Typically, only small high crown panels, (such as repair sections) or large low crown panels (such as roofs), are made in one piece. Large low crown panels need two skilled craftsmen to support the weight of the panel.

===Limitations===
Using an English wheel presents five key limitations:
- The thickness of the sheet that can be handled
- Fitting the work piece in the machine’s 'throat'
- The size of workpiece that can be physically handled
- The risk of over stretching/thinning an over-large high crown panel or section
- The work involved and level of difficulty increases disproportionately with the size of the panel or section

These limitations result in large high crown panels such as wings and fenders often being made in many pieces, then welded together usually by one of two processes: TIG welding (Tungsten Inert Gas) produces less heat distortion, but produces a harder, more brittle weld that may cause problems when planishing/smoothing by hand, or in the wheeling machine. Oxy-acetylene welding joints don't have this drawback, provided they are allowed to cool to room temperature in air, but do produce more heat distortion. Panel joints may be achieved using autogenous welding – that is welding without filler rod (Oxy-acetylene or TIG processes), this is useful when finally smoothing the welding joints as it reduces the amount of filing/grinding/linishing needed or almost eliminates it altogether. It also, more importantly, reduces heat distortion of the surface contour, which must be corrected on the wheel or with hammer and dolly.

===Finishing===
The final panel fabrication process, after achieving the correct surface contour, is some kind of edge treatment, such as flanging (sheet metal) or wire edging. This finishes and strengthens the edge. Typically, there is too much or too little metal in the flange, which pulls the panel out of shape after the flange is turned—so it must be stretched or shrunk to correct the surface shape. This is most easily done using Eckold shrinking and stretching, but can be done using heat shrinking or cold shrinking, by tucking and beating the tucked metal into itself, or by using a cold shrinking hammer and dolly. Stretching or shrinking the flange requires a correct profile hammer and dolly. The hammer and dolly must match the desired flange shape at the point of contact through the flange, (known as ringing the dolly) with the hammer. A lot of shrinking or stretching work hardens the flange and can cause cracks and tears. While these can be welded, it is much better to anneal the metal before this happens to restore its workability.
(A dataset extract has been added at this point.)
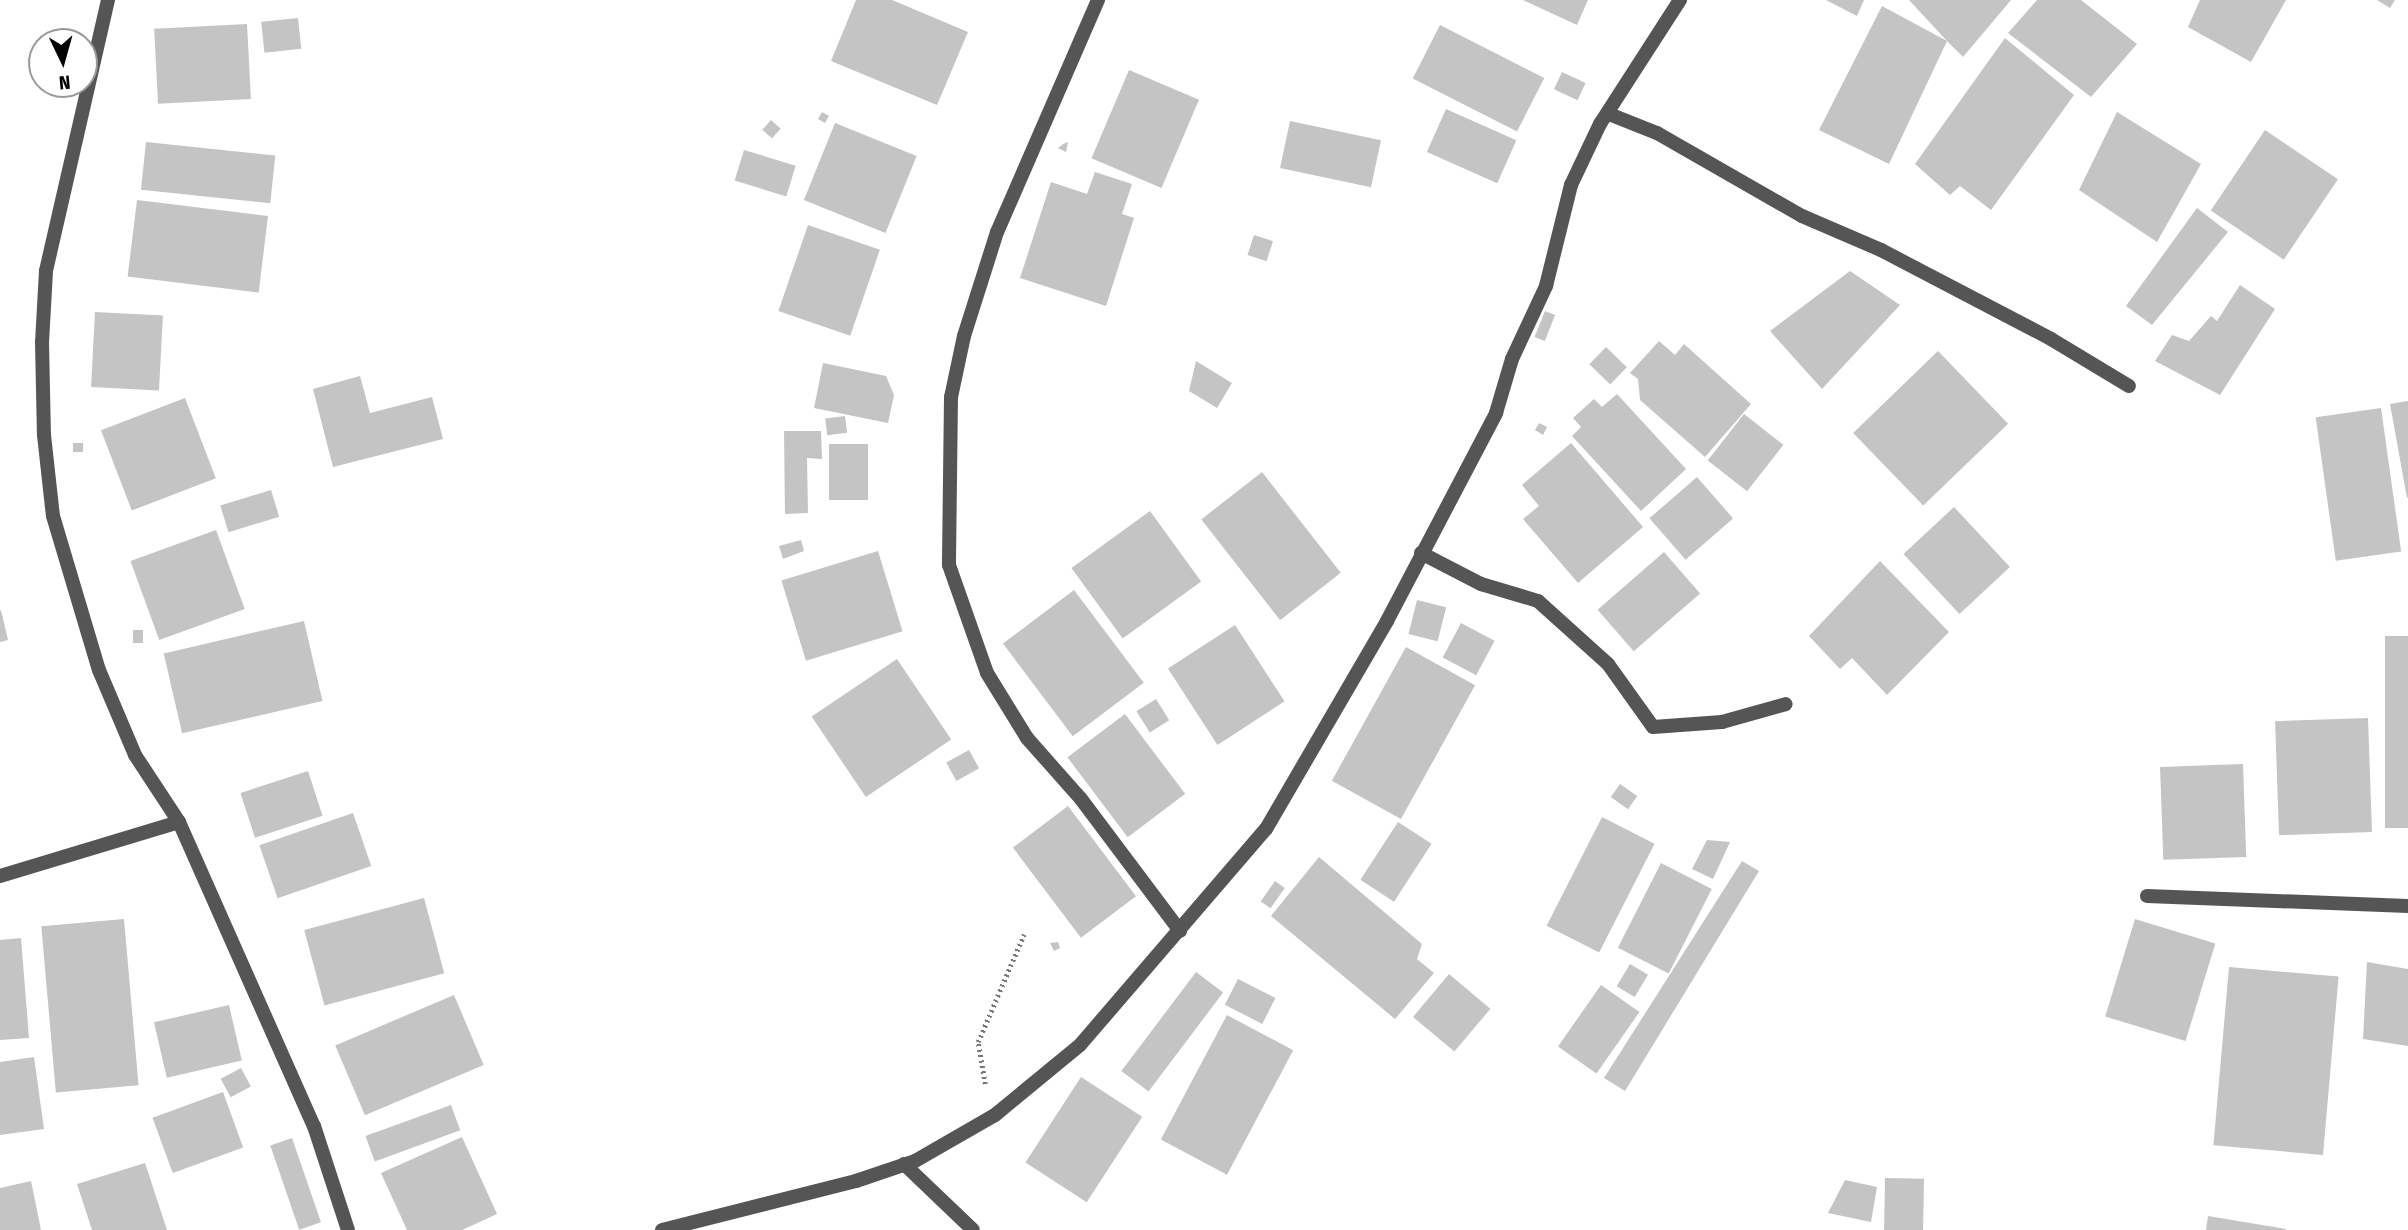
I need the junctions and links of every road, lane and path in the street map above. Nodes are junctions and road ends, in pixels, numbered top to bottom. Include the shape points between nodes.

An English wheel is a better tool for a skilled craftsman for low-crown applications than manually hammering. Planishing manually using dollies and slapper files or planishing hammer, after hammer forming is very labour-intensive. Using a pear shaped mallet and sandbag to stretch the sheet metal (sinking), or by raising on a stake, speeds up the fabrication of higher crown sections. (A stake is a dolly, that can be much larger than hand held dollys, typically with a tapering square cross section casting underneath it. This is to mount it in a bench vice or a matching female hole in a beak anvil as used by blacksmiths and farriers.) A pneumatic hammer or power hammer is faster still. The English wheel is very effective when used for planishing (for which it was originally patented in England) to a smooth final finish after these processes.

== Modern revival and contributions ==
In the 21st century, the use of the English wheel has experienced a revival driven by custom fabricators, hot rod builders, and specialty metalworking instructors. Among these figures is American coachbuilder and metal shaping instructor Adrian Casados. Casados has contributed to the modernization of the craft through both instructional literature and tool development. In 2020, he published A Beginners Guide to the English Wheel, an instructional manual covering machine setup, tracking, maintenance, and core metal-shaping methodologies.

To address the demand for heavy-duty fabrication equipment, Casados partnered with industrial equipment manufacturer Woodward Fab to develop a signature line of professional English wheels. Designed for large-scale coachbuilding and automotive restoration, these machines feature an extended 44-inch throat depth and rigid frames capable of shaping up to 16-gauge (1/16-inch) mild steel.